The lawsuit, Food & Water Watch and Berkshire Environmental Action Team v. Federal Energy Regulatory Commission, is in response to the December 2019 FERC approval of the “261 Upgrade Project,” which consists of two miles of new pipeline and a new 11,000 horsepower compressor unit near Springfield, Massachusetts — the worst city for asthma sufferers in the entire country.

Shortly after, our legal team began work challenging this reckless approval with one of the local groups on the ground fighting the project, Berkshire Environmental Action Team, which has been documenting how this new source of air pollution will devastate local communities that are already overburdened with unhealthy air.

Our goal is simple: Make FERC factor in climate change in its permitting decisions, since they are ignoring legal requirements and court orders to do so.

Getting FERC To Follow The Law And Consider Climate Change In Its Decisions

In a 2017 decision, the U.S. Court of Appeals for D.C. Circuit ordered FERC to meaningfully consider the ‘downstream’ greenhouse gas emissions of pipeline projects — essentially the combustion activities associated with fossil fuel gas facilitated by these pipelines.
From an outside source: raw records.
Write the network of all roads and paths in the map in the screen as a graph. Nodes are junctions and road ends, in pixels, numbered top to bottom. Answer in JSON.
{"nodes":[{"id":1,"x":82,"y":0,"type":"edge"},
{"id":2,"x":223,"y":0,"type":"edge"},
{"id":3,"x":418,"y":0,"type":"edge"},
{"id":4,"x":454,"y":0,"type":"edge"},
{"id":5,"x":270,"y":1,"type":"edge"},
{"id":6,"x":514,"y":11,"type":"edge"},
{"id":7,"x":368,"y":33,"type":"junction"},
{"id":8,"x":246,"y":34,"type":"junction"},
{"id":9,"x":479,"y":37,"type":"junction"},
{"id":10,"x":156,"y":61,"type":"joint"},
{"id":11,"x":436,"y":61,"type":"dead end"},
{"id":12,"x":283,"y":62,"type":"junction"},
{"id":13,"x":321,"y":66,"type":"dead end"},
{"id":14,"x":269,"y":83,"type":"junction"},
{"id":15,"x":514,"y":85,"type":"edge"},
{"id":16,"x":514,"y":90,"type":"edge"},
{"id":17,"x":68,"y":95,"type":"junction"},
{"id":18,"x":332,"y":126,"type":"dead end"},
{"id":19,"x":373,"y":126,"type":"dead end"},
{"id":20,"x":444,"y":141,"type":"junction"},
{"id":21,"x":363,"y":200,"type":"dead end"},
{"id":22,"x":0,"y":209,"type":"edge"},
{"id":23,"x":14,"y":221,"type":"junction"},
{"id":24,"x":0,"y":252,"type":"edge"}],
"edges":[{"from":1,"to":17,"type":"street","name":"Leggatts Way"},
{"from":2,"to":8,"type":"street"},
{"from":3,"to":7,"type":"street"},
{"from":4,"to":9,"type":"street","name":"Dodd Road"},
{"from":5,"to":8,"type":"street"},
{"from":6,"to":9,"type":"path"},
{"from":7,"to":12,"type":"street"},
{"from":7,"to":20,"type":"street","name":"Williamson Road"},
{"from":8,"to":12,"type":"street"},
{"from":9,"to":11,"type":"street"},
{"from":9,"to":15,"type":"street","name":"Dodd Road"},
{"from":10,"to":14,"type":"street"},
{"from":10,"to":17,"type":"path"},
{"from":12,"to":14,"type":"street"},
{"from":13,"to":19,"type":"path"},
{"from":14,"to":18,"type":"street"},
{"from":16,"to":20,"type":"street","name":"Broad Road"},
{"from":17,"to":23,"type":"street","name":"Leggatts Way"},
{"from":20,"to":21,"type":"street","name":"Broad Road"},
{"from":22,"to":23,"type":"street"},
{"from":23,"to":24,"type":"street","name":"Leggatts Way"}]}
This makes perfect sense: new gas pipelines and compressor stations are built specifically to facilitate new emissions, or to deliver products that will be used to manufacture plastics, and federal law requires agencies to look at the indirect impacts of the projects that they permit.

FERC has devised a loophole to get out of that requirement. The commission’s current policy, spearheaded by former Mitch McConnell protégé Chairman Neil Chattterjee, is to claim that these climate impacts are inherently unforeseeable, and thus dismissable, rendering the climate impacts of gas infrastructure as effectively nil. Instead, FERC merely counts the emissions created by the construction of a project — the trucks used to install pipelines and the emissions from running compressor units, but not the broader fossil gas systems that these pipeline projects are meant to expand. This allows the commission to place a massive thumb on the regulatory scale in favor of the fossil fuel industry by disregarding the most consequential environmental issue of our time. 

If We Win, Climate Change Considerations Are Back In The Game

Winning this case would force FERC, the primary regulator of fossil gas for the world’s largest gas producing nation, to meaningfully consider the broader impacts of fossil fuel infrastructure development on the global climate. It would give vulnerable frontline communities a powerful new tool to stop the dirty energy projects that are making them sick. 

Right now, our organizers and allies are mostly focused on fighting these battles at the state and municipal levels, where permitting decisions can be directly influenced by pressuring lawmakers to step up to fight the climate crisis and environmental injustices. A victory here could force FERC to start protecting people and the planet — not the pockets of oil and gas executives.